Mass balance equations for open magmatic systems: Trace element behavior and its application to open system melting in the upper mantle

A general mass conservation equation for either stable or radioactive chemical components in an open magmatic system is formulated. The equation is applied to trace elements by assuming melt-mineral equilibrium defined by a partition coefficient. A derived analytic expression has very wide applicability, and most of the mass conservation equations in the literature for stable trace elements are obtained by choosing appropriate values for the controlling model parameters, such as material influx or separation rate and melt fraction in the system. The general equation is also modified to facilitate an application to multistage problems.

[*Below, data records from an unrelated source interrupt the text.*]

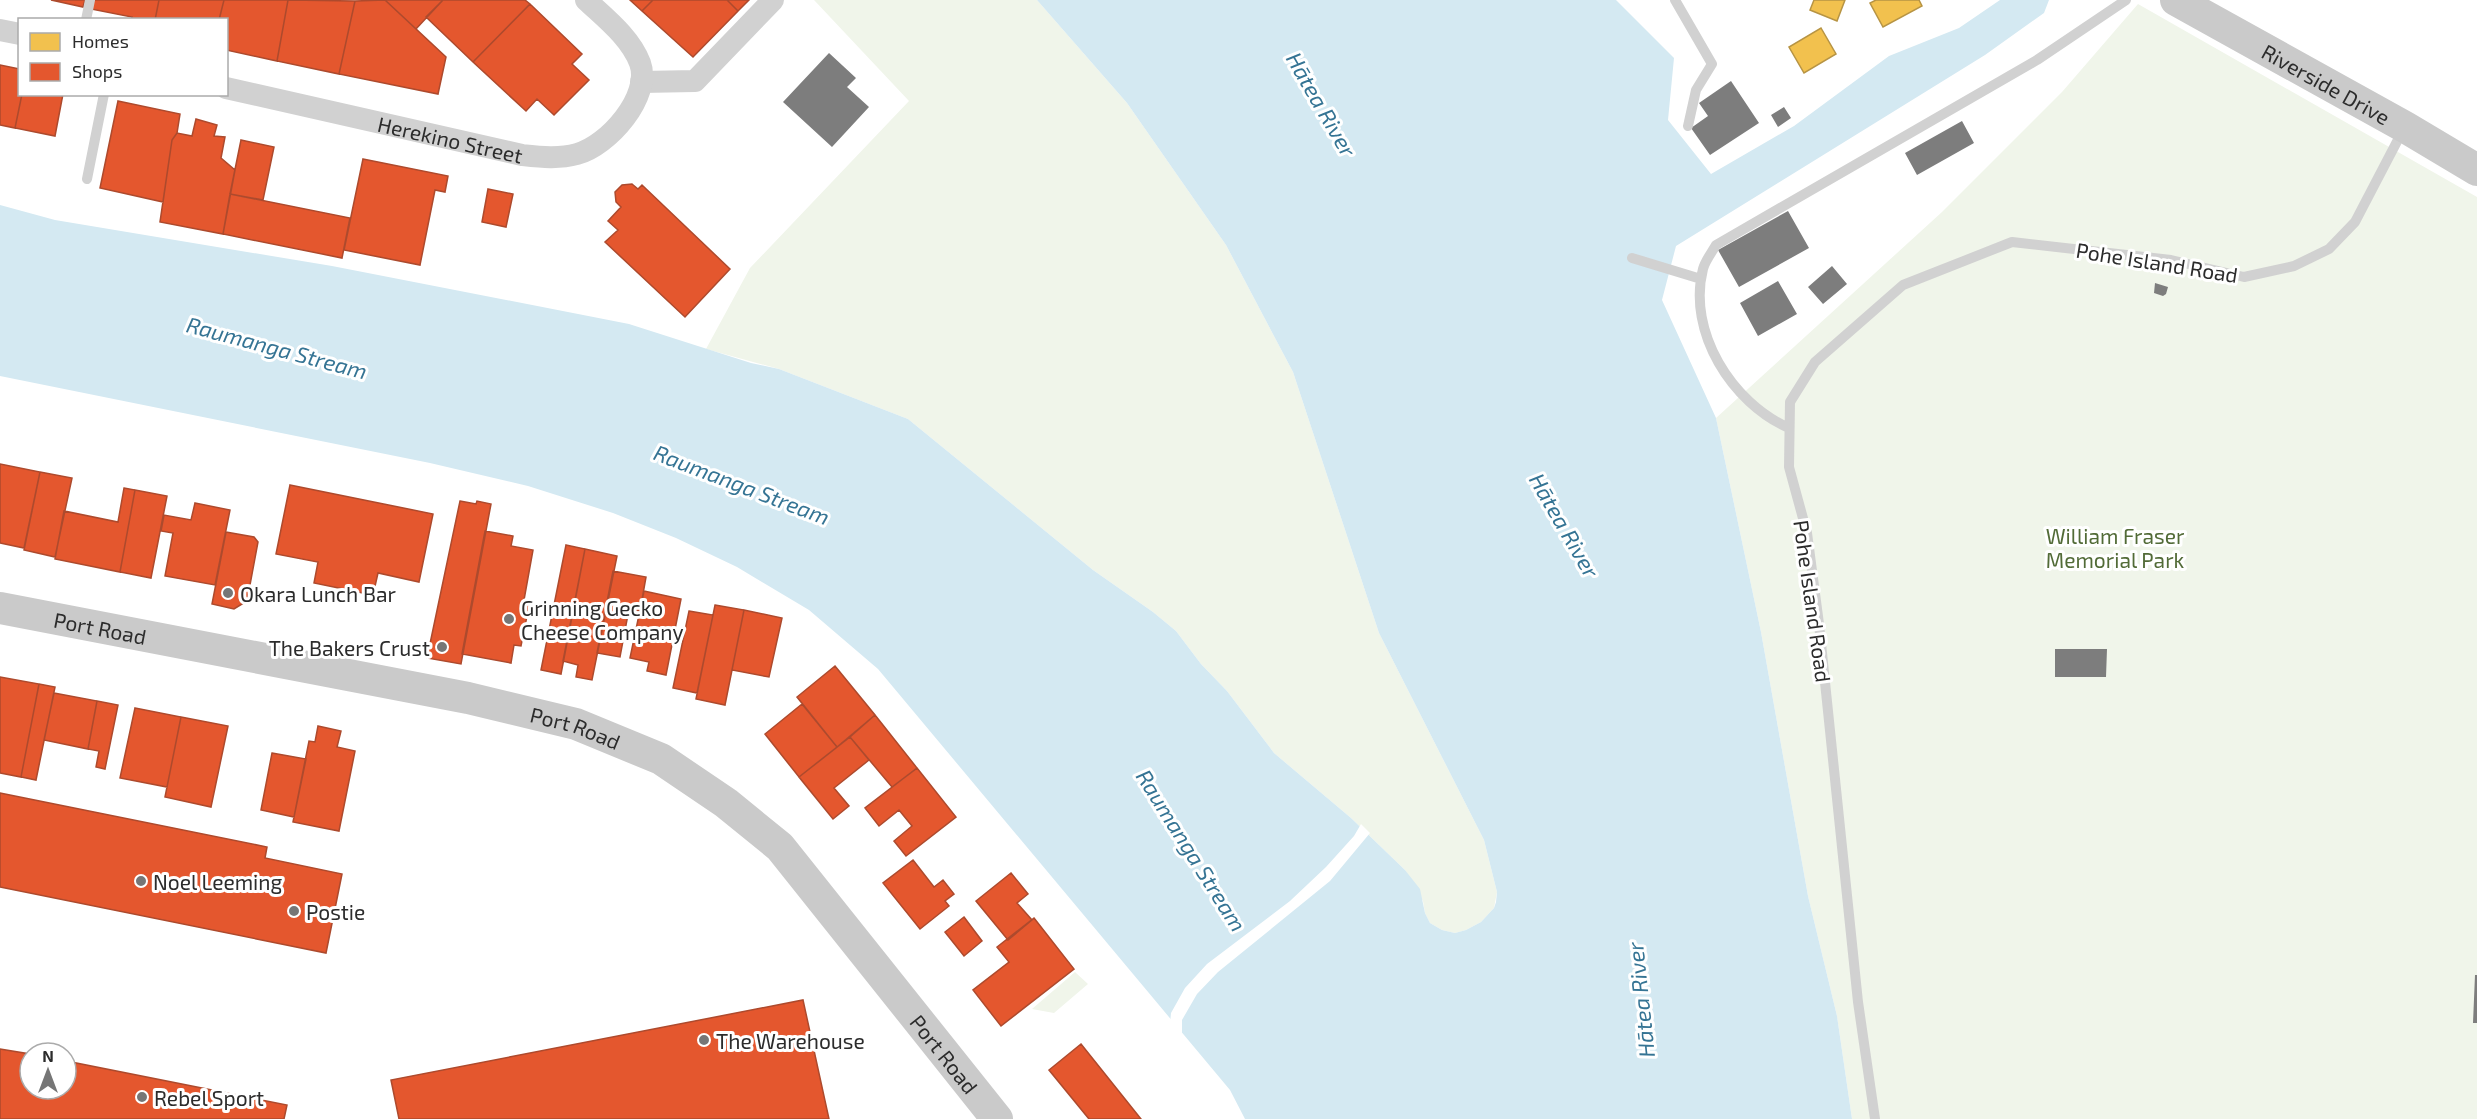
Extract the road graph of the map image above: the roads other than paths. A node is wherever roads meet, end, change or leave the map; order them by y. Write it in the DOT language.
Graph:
graph roads {
  1 [pos="90,0"];
  2 [pos="586,0"];
  3 [pos="773,0"];
  4 [pos="1675,0"];
  5 [pos="2126,0"];
  6 [pos="2176,0"];
  7 [pos="86,18"];
  8 [pos="0,30"];
  9 [pos="18,34"];
  10 [pos="641,82"];
  11 [pos="228,88"];
  12 [pos="104,96"];
  13 [pos="1688,126"];
  14 [pos="2405,127"];
  15 [pos="2477,170"];
  16 [pos="87,179"];
  17 [pos="1632,258"];
  18 [pos="1701,279"];
  19 [pos="1789,428"];
  20 [pos="0,608"];
  21 [pos="997,1119"];
  22 [pos="1875,1119"];
  1 -- 7 [label="lane"];
  2 -- 10 [label="street"];
  3 -- 10 [label="street"];
  4 -- 13 [label="lane"];
  5 -- 18 [label="lane"];
  6 -- 14 [label="main road, Riverside Drive"];
  8 -- 9 [label="street"];
  10 -- 11 [label="street, Herekino Street"];
  12 -- 16 [label="lane"];
  14 -- 15 [label="main road, Riverside Drive"];
  14 -- 19 [label="lane, Pohe Island Road"];
  17 -- 18 [label="lane"];
  18 -- 19 [label="lane"];
  19 -- 22 [label="lane, Pohe Island Road"];
  20 -- 21 [label="main road, Port Road"];
}
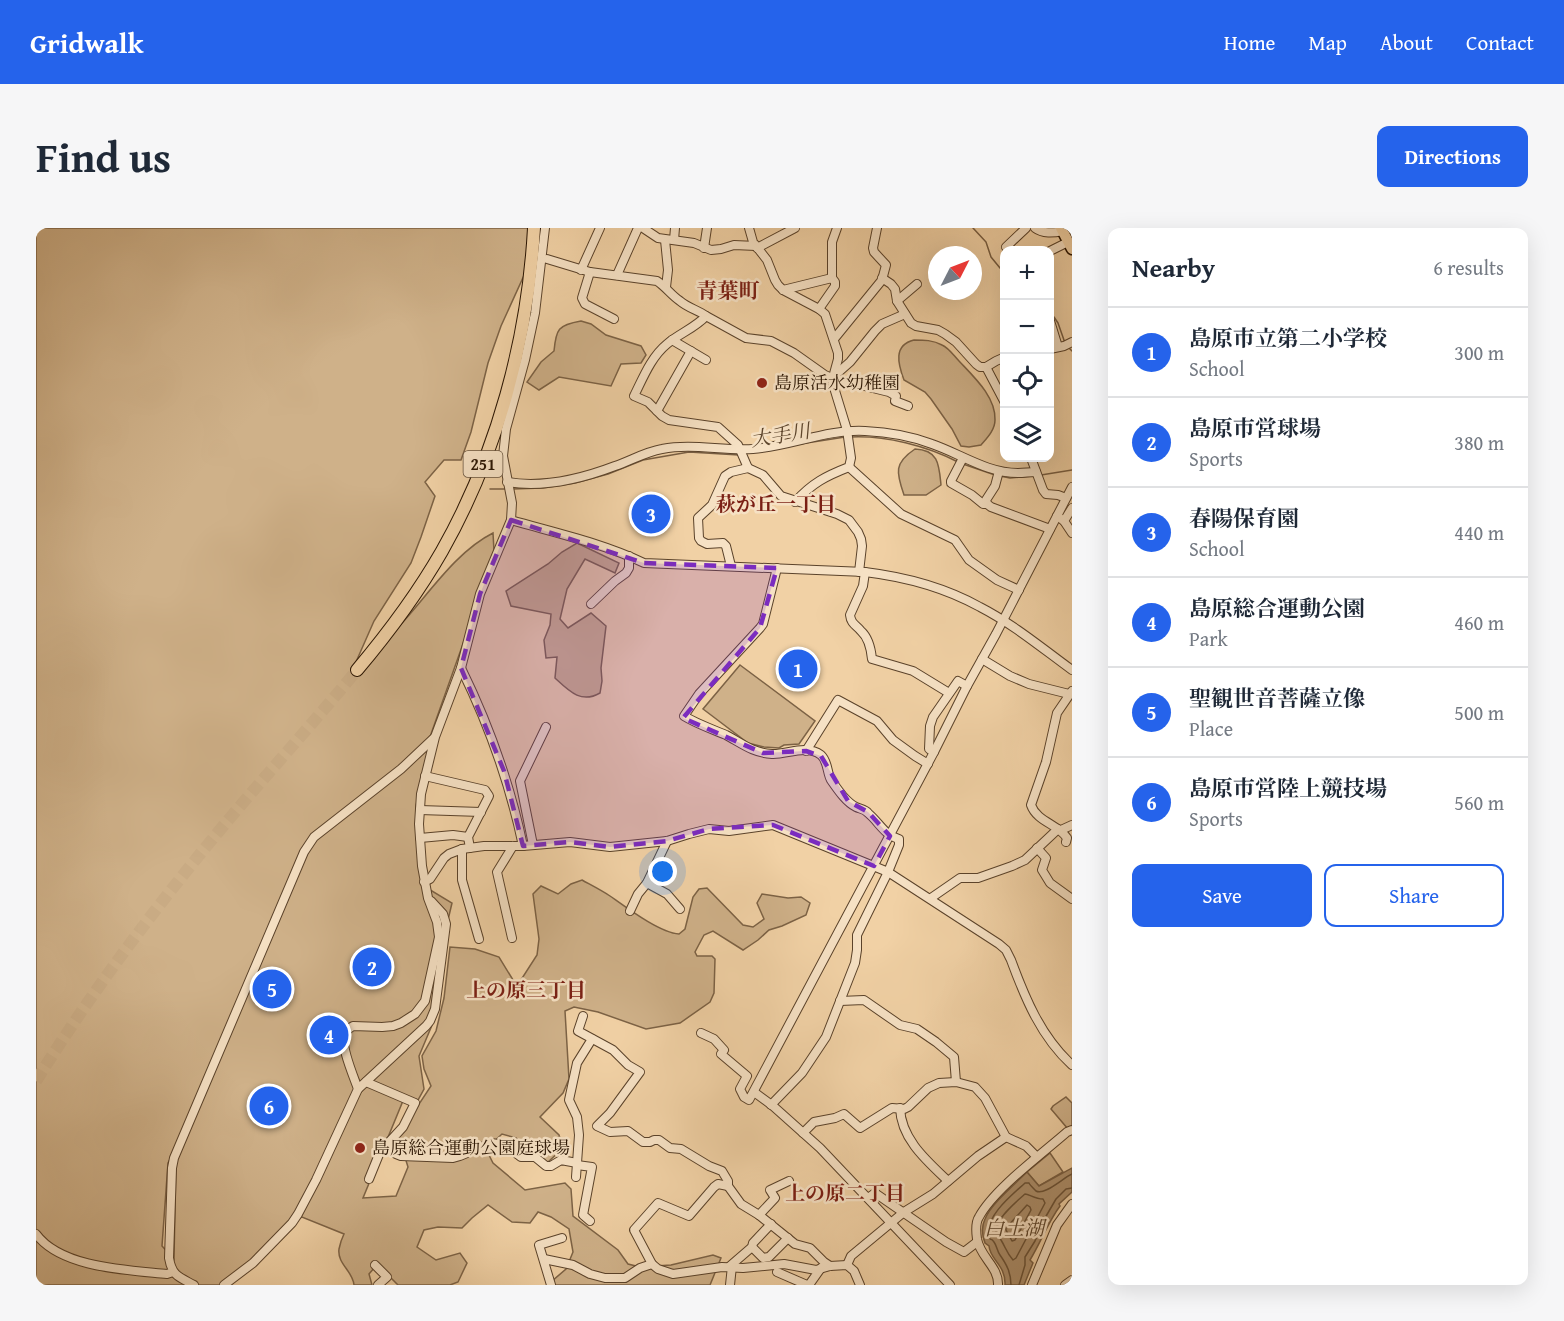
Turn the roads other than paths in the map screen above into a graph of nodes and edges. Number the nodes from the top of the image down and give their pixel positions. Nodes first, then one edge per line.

It is demonstrated that the general open system mass conservation equation for melting processes expressed without melt fraction is mathematically identical to that for one-dimensional steady state two-phase flow with sink and source terms. This one-dimensional steady state model is applied to depleted abyssal peridotites to constrain their melting processes in an ascending mantle beneath ridges. The rare earth element (REE) patterns of clinopyroxene are fitted by optimizing melting parameters, and the results indicate a continuous influx of light REE (LREE)-enriched melt up to 3 - 11% in degree of melting, which amounts in total to less than 1% of the initial peridotite mass. The open system melting equation for trace elements is also applied to peridotites from the Hayachine-Miyamori ophiolite, northeastern Japan. The REE contents in clinopyroxene and the modal abundances in four peridotite groups are fitted all together to estimate melting reaction stoichiometry and REE contents in the influxing material. The estimated REE pattern is characterized by a strong LREE enrichment, which is comparable to that of melt in equilibrium with hornblende in the most refractory harzburgite from the ophiolite.